- ABOUT THIS EXERCISE: Copy out all the lines in the records that include the word "Drive".

Records from a data source
--------
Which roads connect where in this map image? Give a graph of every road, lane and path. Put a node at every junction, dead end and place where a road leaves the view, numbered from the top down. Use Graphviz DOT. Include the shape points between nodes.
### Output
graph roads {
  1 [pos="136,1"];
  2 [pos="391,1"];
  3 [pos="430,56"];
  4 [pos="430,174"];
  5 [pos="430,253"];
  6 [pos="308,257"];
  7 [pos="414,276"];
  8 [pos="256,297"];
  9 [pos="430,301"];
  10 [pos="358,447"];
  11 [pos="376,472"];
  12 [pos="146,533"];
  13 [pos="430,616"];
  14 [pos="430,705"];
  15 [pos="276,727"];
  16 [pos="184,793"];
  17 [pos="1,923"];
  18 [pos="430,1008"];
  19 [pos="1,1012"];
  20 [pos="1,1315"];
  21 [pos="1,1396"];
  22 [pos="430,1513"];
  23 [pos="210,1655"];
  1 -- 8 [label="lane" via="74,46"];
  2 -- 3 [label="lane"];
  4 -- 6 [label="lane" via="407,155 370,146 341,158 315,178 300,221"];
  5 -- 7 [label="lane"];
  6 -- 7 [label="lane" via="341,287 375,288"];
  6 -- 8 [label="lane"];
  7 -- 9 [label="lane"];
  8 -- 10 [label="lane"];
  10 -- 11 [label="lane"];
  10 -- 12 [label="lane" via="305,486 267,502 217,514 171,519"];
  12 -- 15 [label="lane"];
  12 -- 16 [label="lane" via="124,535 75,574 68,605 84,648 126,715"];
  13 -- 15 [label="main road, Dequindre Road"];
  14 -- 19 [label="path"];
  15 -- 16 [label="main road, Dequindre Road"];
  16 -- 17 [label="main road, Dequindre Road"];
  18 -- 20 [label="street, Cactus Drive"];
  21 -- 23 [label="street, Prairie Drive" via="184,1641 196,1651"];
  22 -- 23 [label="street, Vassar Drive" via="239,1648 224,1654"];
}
--------
- ANSWER SECTION:
  18 -- 20 [label="street, Cactus Drive"];
  21 -- 23 [label="street, Prairie Drive" via="184,1641 196,1651"];
  22 -- 23 [label="street, Vassar Drive" via="239,1648 224,1654"];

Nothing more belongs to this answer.